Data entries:

○ ○ ○

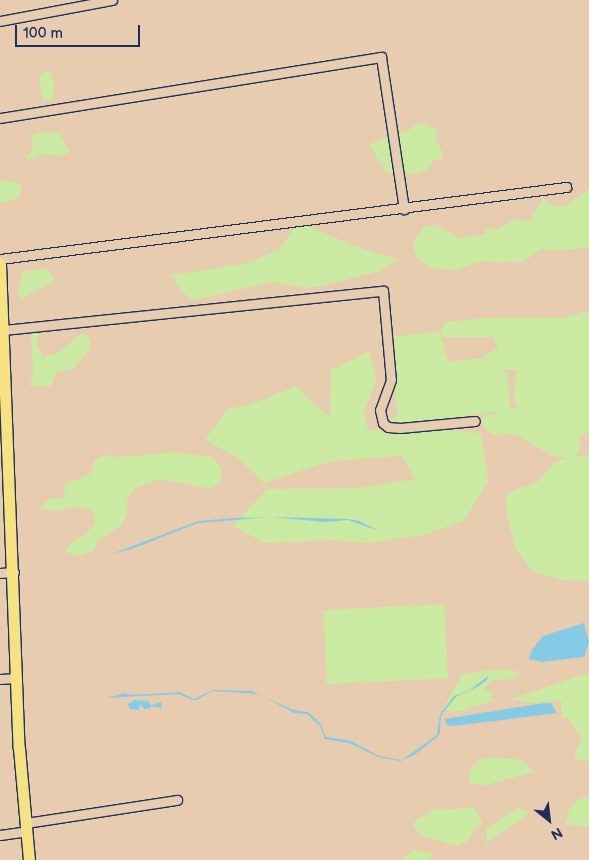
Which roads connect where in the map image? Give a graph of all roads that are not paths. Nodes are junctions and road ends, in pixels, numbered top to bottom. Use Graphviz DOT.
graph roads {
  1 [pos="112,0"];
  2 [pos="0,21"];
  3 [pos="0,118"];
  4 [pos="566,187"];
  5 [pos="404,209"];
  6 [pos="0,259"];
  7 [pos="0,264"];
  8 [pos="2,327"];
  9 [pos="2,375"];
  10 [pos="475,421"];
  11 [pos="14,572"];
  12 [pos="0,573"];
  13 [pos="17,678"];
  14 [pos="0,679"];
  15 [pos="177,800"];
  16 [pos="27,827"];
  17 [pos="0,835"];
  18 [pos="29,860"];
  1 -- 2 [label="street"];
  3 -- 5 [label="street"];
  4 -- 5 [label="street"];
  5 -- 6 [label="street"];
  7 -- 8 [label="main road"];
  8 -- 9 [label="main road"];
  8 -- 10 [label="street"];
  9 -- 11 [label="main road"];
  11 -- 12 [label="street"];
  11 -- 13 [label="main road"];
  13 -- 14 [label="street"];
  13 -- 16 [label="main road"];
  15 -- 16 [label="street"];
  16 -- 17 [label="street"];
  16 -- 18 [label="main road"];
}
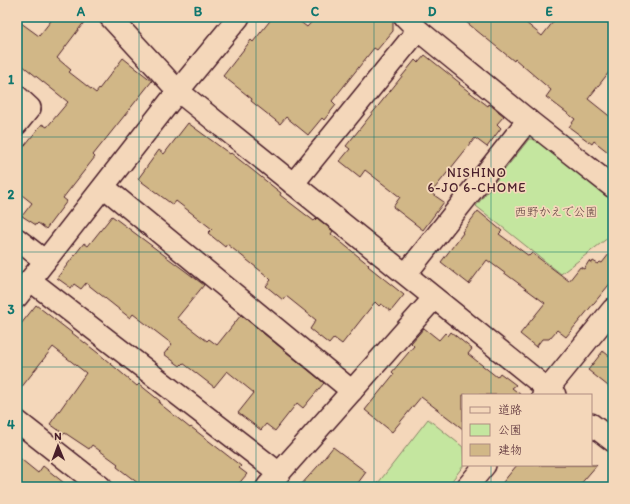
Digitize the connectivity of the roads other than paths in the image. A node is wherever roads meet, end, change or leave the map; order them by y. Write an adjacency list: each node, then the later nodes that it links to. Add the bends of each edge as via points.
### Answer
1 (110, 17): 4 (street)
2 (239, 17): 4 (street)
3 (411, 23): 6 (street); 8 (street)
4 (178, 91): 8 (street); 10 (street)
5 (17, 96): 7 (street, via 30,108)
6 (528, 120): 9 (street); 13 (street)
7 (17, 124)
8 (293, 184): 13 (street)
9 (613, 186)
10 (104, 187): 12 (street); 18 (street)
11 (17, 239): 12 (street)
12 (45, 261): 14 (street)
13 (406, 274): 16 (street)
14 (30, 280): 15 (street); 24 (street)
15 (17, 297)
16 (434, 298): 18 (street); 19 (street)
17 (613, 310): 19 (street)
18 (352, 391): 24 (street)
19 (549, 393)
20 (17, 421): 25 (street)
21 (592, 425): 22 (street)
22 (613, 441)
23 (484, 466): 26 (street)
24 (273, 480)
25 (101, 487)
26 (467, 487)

○ ○ ○

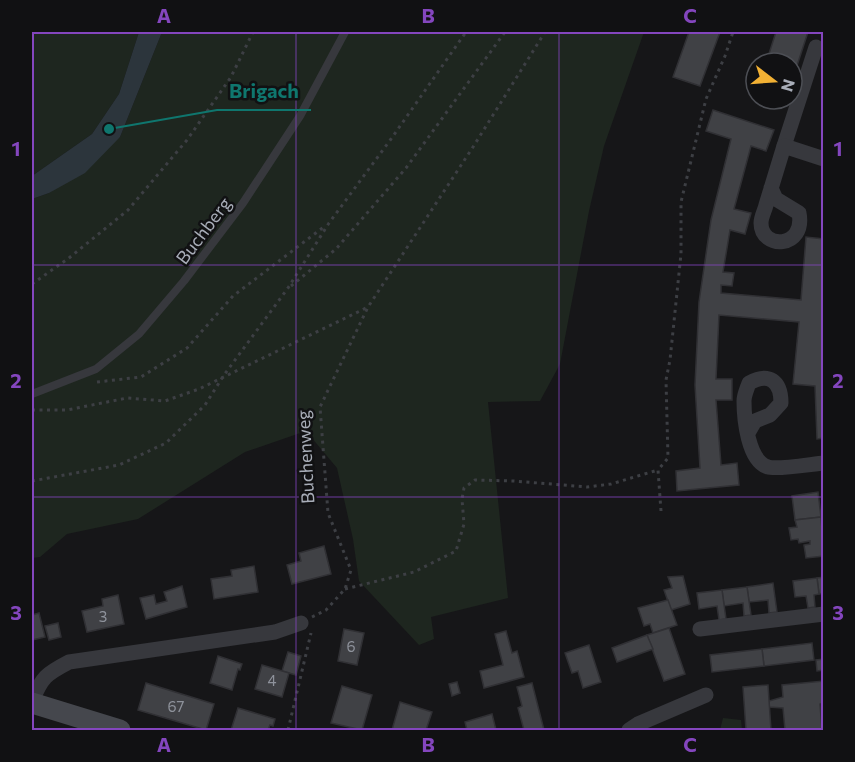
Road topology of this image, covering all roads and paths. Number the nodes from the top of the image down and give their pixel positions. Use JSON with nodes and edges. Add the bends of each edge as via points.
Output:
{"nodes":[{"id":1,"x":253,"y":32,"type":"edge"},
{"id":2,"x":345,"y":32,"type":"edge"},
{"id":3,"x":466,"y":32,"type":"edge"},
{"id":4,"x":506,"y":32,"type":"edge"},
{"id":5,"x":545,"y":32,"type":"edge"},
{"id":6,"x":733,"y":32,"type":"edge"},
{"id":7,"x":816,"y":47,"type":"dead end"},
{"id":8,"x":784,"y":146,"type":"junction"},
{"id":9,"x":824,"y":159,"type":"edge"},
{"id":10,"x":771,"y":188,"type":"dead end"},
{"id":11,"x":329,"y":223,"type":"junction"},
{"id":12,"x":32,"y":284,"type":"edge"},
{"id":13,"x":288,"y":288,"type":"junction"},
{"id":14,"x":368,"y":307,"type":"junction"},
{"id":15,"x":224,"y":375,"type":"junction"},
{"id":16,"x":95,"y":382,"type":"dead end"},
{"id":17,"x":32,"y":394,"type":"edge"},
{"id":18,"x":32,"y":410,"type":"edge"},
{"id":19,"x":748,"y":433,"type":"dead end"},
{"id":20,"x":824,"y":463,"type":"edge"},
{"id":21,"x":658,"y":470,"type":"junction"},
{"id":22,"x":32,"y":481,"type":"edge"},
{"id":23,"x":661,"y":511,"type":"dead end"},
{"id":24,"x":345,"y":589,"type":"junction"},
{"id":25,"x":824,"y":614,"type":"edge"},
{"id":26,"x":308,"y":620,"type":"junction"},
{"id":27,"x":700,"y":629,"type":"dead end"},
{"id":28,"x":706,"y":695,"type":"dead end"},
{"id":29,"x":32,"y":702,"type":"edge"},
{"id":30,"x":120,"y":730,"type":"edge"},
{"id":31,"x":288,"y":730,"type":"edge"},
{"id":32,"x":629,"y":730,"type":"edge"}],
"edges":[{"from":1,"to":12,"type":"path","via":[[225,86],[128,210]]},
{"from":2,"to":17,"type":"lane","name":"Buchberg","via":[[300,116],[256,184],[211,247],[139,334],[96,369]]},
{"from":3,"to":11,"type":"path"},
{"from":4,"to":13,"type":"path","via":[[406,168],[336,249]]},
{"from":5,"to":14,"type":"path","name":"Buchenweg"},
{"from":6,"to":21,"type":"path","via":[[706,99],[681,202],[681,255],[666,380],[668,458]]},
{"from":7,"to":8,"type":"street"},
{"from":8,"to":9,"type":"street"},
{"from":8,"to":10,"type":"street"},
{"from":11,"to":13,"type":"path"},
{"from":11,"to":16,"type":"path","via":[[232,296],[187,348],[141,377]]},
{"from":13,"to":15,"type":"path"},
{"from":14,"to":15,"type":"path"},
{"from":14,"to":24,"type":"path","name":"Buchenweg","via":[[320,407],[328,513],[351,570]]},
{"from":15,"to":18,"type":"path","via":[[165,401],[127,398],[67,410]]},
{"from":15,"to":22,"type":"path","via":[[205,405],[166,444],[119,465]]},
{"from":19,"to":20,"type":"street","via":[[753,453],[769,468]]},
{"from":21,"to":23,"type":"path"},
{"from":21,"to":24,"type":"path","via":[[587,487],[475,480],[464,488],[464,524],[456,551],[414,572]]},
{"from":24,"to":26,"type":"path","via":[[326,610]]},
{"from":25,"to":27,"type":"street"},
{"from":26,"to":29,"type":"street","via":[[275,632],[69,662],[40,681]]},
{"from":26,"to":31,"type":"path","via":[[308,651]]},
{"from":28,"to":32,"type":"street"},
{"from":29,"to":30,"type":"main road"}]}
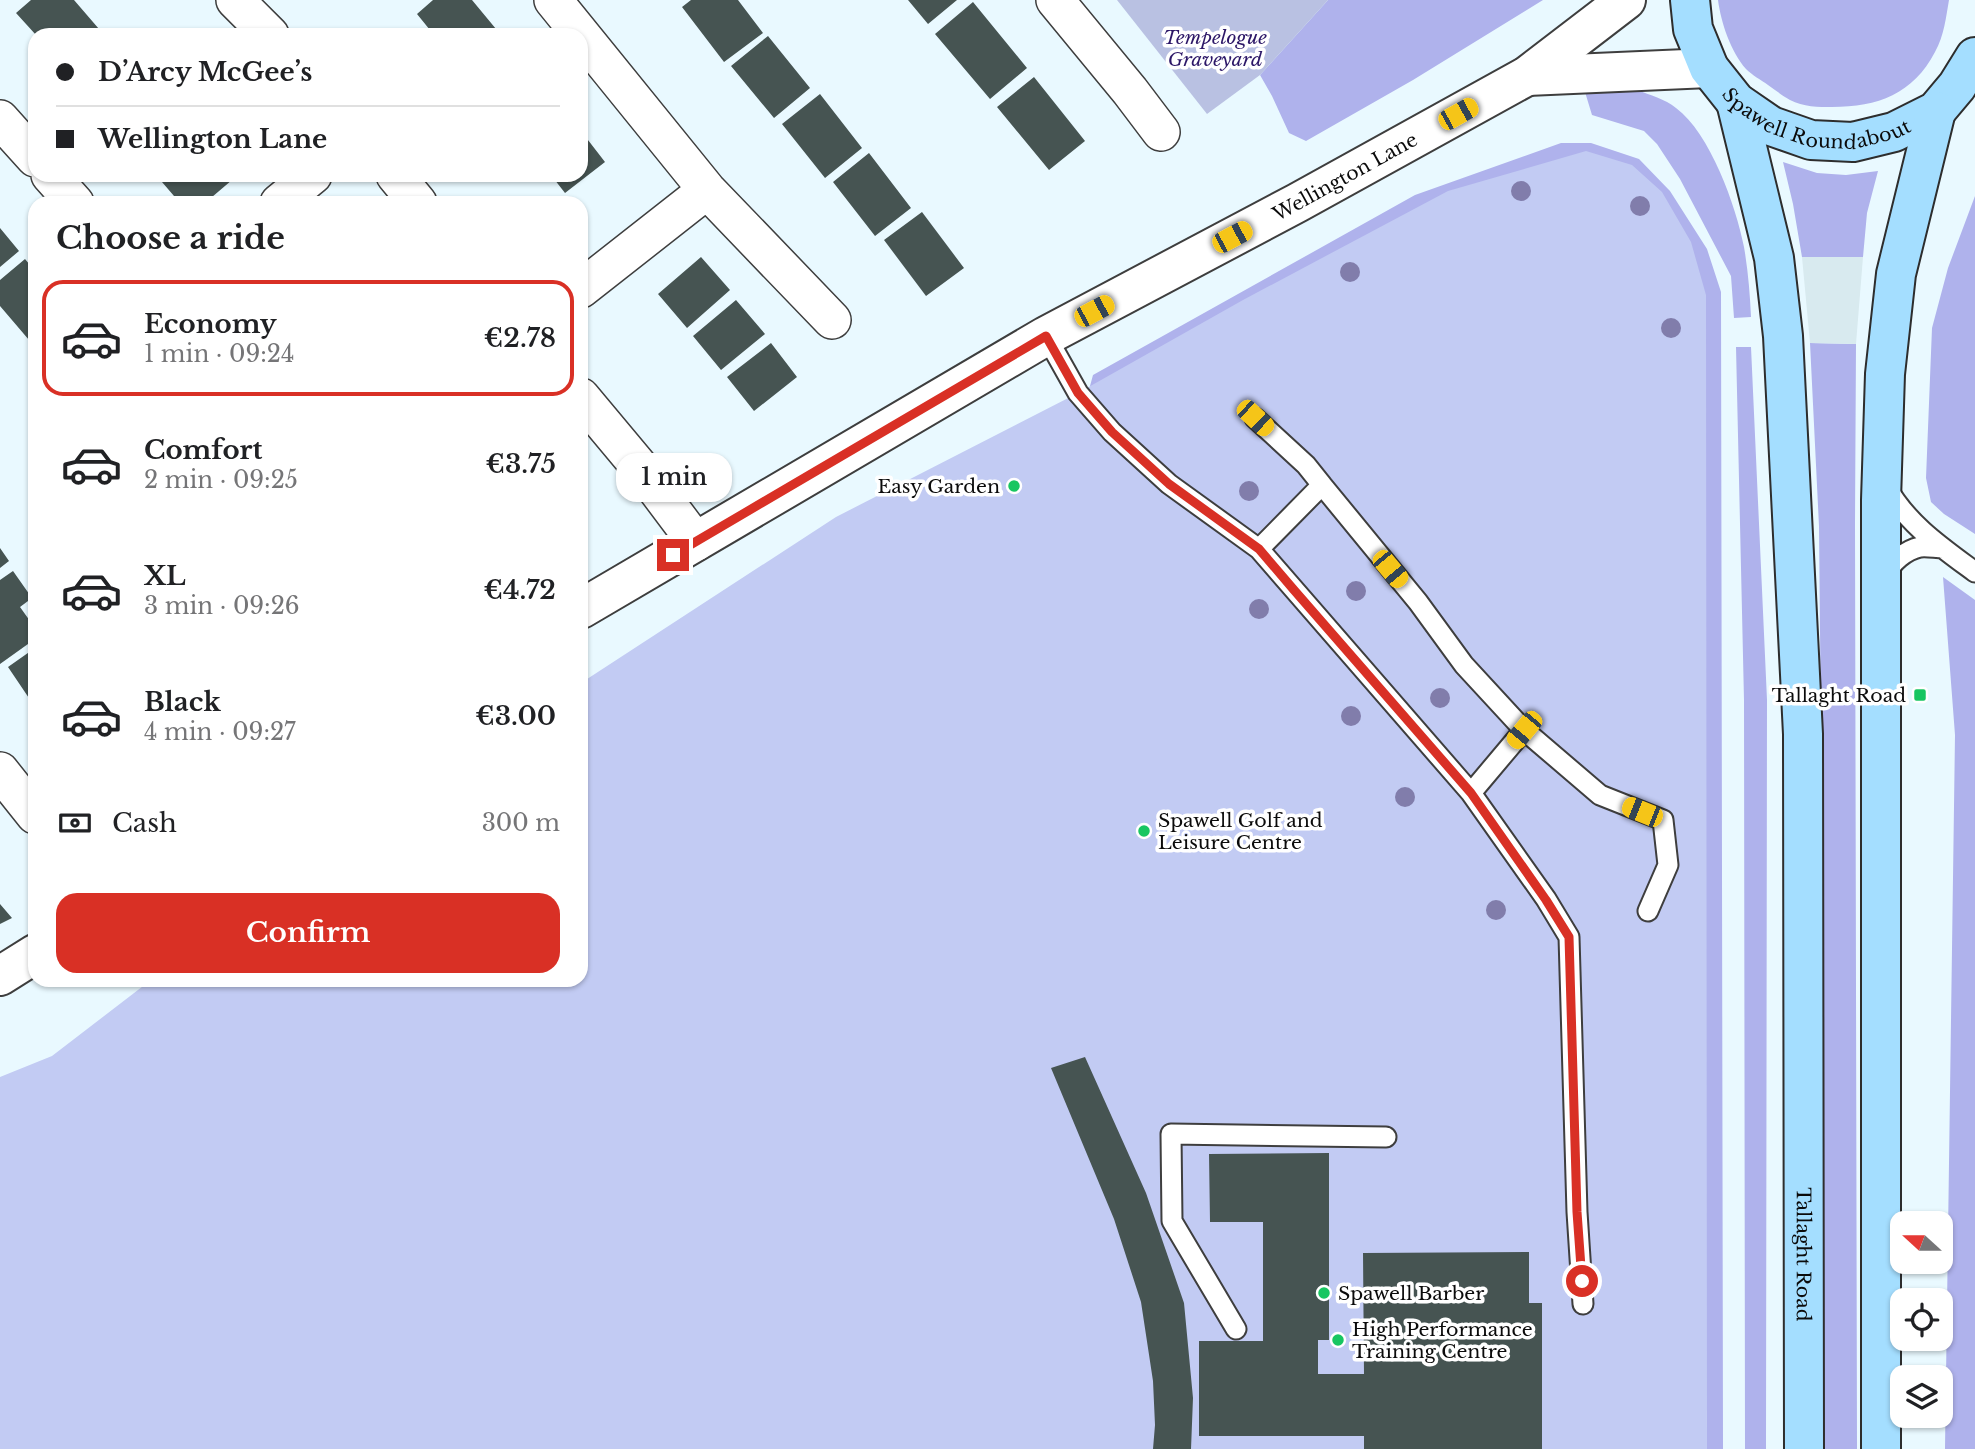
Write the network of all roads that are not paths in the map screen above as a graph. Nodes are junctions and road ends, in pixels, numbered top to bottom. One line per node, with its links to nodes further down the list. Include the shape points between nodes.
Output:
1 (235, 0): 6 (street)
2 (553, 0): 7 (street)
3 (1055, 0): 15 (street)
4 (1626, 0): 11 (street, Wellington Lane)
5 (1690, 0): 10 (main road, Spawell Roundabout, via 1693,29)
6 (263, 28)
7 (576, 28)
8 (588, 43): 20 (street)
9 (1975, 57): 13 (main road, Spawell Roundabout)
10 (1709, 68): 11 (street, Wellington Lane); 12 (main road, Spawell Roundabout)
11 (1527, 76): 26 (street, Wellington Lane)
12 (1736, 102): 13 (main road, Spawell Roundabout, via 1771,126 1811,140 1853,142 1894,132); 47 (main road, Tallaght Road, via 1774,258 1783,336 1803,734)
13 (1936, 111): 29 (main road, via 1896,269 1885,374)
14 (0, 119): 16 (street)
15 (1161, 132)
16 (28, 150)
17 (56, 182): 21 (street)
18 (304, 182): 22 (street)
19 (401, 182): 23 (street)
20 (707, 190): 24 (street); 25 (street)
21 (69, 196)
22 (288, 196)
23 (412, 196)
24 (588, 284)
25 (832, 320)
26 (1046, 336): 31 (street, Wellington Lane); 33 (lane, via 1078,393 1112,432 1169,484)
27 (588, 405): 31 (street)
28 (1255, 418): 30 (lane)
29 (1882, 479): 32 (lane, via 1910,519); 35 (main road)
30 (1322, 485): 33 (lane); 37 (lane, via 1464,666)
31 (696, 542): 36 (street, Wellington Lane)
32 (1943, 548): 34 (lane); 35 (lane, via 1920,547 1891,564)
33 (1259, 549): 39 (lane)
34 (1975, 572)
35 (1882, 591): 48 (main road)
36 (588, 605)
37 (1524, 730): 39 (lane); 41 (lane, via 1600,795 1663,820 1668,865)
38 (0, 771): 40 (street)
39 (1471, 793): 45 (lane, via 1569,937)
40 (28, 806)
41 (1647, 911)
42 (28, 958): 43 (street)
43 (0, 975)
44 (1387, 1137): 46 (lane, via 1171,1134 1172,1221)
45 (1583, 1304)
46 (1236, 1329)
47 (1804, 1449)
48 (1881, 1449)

○ ○ ○

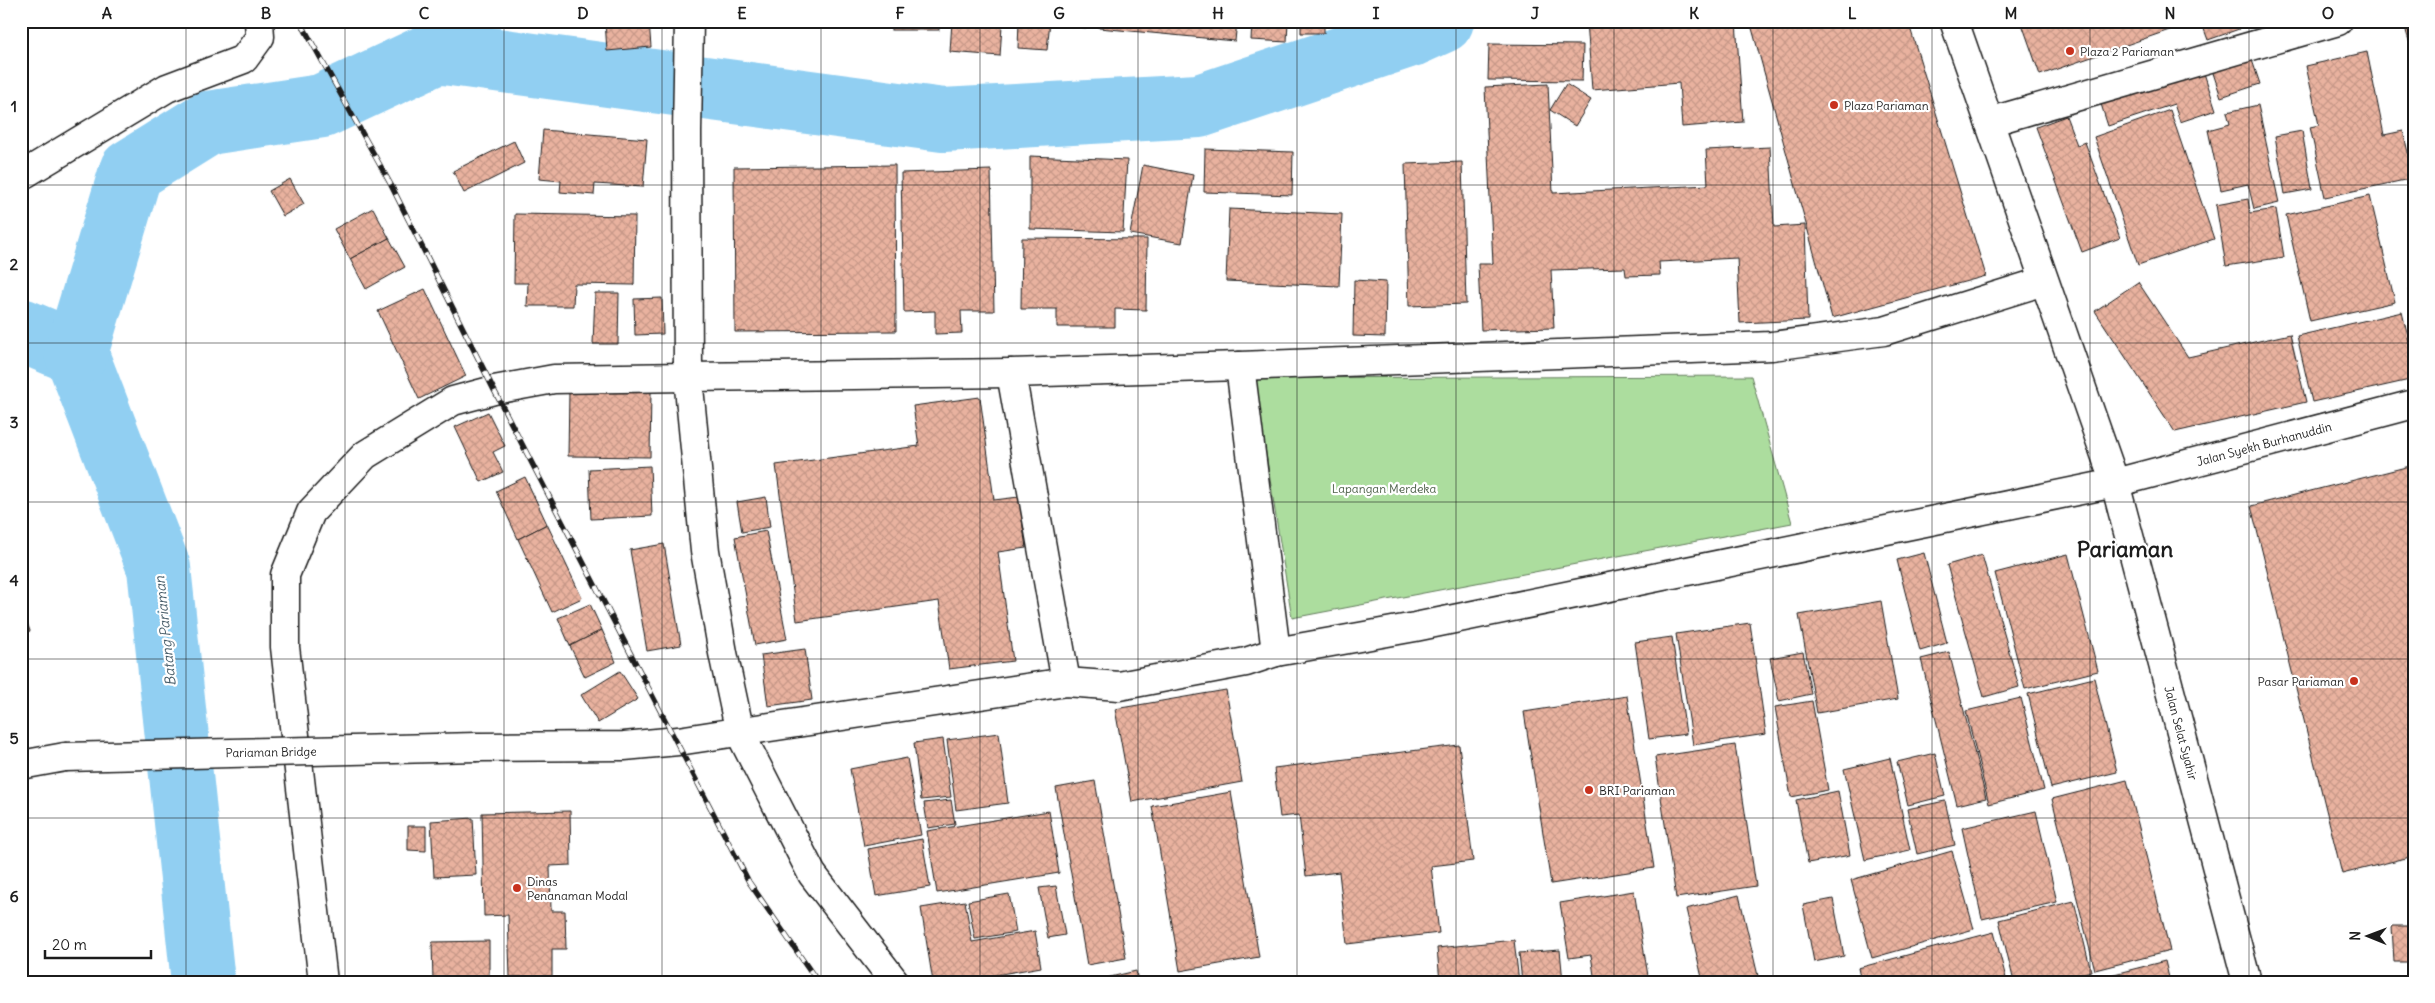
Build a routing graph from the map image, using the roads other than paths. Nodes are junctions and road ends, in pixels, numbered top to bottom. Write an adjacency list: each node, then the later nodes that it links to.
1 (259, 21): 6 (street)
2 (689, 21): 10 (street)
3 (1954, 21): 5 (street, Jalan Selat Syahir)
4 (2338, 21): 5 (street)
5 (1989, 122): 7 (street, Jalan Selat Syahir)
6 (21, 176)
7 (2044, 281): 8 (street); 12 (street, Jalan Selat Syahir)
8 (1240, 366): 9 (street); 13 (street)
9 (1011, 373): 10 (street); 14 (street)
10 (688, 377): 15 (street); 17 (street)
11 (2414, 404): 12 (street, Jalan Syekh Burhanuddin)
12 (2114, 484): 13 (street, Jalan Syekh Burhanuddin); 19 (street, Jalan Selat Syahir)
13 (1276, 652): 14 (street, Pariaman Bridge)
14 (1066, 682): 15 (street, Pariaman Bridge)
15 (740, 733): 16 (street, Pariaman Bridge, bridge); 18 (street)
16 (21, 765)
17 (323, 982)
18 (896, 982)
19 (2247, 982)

○ ○ ○

#### Problem details:
Scan the records for the string "with". Copy each line in which it appears.

#### Expected output:
Road topology of this image, covering all roads and paths. Number the nodes from the top of the image down and give their pixel positions. Use JSON with nodes and edges. Add the bends of each edge as via points.
Write the network of all roads that are not paths in the map screen above as a graph. Nodes are junctions and road ends, in pixels, numbered top to bottom. One line per node, with its links to nodes further down the list. Include the shape points between nodes.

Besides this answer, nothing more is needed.